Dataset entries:
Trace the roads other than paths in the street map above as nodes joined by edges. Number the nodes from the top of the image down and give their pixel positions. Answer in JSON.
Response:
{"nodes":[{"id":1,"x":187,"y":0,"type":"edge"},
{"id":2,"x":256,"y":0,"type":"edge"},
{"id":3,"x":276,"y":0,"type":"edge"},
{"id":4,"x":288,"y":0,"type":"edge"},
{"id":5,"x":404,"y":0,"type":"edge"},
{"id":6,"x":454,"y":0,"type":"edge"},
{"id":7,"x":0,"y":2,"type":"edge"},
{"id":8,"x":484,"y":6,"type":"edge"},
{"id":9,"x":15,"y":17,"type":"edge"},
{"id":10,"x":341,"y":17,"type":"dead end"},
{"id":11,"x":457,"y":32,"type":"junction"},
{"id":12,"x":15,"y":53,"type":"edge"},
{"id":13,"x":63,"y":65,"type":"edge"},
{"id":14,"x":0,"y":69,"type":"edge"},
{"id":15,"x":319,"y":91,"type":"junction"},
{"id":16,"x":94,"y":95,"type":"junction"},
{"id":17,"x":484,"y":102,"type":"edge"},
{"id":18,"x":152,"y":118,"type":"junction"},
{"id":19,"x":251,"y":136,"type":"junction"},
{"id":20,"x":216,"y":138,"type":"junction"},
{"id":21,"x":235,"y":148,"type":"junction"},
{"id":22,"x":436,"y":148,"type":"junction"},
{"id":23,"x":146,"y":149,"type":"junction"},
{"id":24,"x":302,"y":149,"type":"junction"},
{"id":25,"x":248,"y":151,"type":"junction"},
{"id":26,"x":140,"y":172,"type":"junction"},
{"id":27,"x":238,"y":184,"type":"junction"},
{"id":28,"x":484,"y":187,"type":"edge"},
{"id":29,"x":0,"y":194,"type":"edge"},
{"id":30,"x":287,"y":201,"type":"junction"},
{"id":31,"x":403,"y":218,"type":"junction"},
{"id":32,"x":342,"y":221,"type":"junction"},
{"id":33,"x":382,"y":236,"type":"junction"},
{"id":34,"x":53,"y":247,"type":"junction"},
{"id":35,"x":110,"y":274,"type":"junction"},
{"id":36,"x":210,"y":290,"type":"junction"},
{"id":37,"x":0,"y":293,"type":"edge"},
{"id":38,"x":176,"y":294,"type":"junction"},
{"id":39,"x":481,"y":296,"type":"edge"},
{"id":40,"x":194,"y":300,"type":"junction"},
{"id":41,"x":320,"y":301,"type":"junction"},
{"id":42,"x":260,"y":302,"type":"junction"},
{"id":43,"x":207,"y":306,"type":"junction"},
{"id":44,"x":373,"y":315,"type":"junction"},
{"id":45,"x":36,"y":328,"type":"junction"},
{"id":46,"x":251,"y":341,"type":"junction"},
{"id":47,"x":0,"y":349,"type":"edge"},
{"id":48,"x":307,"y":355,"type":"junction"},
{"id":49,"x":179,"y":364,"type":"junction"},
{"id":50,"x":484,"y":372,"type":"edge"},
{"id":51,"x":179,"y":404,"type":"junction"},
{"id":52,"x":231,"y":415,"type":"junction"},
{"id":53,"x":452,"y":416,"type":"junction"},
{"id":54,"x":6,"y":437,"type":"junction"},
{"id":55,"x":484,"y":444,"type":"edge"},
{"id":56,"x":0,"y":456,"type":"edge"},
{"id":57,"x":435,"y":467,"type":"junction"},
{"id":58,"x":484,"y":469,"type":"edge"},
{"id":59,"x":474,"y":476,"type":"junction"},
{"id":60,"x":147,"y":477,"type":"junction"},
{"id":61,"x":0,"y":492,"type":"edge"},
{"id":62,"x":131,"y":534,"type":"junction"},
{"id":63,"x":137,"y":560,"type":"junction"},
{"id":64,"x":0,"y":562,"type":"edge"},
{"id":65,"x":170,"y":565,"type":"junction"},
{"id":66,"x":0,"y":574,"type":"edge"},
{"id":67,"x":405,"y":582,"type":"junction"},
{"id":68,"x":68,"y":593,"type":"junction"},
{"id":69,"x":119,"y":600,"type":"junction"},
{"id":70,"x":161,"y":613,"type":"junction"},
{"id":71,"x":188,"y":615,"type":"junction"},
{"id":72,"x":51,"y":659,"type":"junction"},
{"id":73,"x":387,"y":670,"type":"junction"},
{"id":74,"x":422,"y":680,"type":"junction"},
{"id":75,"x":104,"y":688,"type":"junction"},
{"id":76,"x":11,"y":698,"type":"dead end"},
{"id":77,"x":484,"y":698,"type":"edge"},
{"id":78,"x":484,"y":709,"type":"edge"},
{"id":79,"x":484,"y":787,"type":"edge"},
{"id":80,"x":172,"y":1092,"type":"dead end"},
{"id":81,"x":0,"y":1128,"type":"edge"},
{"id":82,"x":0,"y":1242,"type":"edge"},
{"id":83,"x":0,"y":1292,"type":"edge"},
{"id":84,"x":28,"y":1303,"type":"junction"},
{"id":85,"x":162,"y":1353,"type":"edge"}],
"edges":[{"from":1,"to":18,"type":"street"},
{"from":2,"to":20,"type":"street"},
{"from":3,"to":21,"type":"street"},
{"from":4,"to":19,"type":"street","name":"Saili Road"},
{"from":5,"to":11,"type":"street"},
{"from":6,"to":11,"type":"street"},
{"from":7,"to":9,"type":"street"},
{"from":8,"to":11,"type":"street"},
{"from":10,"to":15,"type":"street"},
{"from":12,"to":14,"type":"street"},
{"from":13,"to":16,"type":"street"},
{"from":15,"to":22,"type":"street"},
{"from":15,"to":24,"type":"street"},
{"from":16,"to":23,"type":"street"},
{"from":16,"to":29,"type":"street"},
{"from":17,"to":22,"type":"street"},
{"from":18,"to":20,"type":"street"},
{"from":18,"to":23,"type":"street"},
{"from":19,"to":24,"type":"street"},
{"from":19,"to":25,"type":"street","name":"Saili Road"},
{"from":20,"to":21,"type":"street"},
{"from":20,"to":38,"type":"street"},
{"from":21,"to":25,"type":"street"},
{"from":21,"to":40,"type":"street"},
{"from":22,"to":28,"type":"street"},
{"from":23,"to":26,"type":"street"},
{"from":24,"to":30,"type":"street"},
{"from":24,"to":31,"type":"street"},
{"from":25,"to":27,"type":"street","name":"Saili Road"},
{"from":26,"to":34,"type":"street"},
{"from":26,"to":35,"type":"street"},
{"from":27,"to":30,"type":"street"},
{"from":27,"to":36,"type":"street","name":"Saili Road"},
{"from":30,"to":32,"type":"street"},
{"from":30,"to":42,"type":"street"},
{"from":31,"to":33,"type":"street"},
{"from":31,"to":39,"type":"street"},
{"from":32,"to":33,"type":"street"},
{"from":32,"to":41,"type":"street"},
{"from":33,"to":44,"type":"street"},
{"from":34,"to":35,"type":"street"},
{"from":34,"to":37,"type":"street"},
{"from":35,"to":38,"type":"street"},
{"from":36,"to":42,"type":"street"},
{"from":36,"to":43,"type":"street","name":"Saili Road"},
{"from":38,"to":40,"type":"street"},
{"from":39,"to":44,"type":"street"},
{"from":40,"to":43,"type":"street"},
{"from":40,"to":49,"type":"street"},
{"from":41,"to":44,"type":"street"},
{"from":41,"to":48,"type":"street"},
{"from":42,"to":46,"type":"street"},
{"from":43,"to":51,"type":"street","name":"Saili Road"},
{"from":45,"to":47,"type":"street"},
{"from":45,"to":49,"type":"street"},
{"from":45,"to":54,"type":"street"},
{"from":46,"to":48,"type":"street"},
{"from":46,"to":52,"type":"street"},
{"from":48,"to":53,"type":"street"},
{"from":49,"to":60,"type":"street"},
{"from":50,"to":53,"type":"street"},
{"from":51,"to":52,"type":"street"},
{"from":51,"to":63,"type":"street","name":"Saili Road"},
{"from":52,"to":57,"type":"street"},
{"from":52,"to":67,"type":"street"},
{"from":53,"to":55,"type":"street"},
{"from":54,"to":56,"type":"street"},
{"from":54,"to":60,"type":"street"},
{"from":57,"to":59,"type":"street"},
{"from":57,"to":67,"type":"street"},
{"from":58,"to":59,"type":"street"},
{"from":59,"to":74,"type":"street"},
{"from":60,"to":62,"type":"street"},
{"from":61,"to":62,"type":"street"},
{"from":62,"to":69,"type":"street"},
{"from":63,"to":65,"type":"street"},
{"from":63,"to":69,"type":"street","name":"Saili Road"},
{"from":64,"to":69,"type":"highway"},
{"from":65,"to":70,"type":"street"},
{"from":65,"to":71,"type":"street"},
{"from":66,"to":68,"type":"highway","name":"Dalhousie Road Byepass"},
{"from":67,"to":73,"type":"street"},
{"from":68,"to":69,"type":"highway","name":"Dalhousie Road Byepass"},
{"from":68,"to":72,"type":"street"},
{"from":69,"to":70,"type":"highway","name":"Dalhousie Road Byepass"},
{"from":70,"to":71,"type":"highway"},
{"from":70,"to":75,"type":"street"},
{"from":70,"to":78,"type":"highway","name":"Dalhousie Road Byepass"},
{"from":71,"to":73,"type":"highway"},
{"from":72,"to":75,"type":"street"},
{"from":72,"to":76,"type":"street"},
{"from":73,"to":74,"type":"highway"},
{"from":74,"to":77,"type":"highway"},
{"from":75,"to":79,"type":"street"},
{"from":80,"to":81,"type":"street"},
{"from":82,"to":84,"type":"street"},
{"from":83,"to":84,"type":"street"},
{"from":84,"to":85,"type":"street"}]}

» TASK STATEMENT: The required output is each line of the entries that contains the word "nodes".

» RESULT BELOW:
Trace the roads other than paths in the street map above as nodes joined by edges. Number the nodes from the top of the image down and give their pixel positions. Answer in JSON.
{"nodes":[{"id":1,"x":187,"y":0,"type":"edge"},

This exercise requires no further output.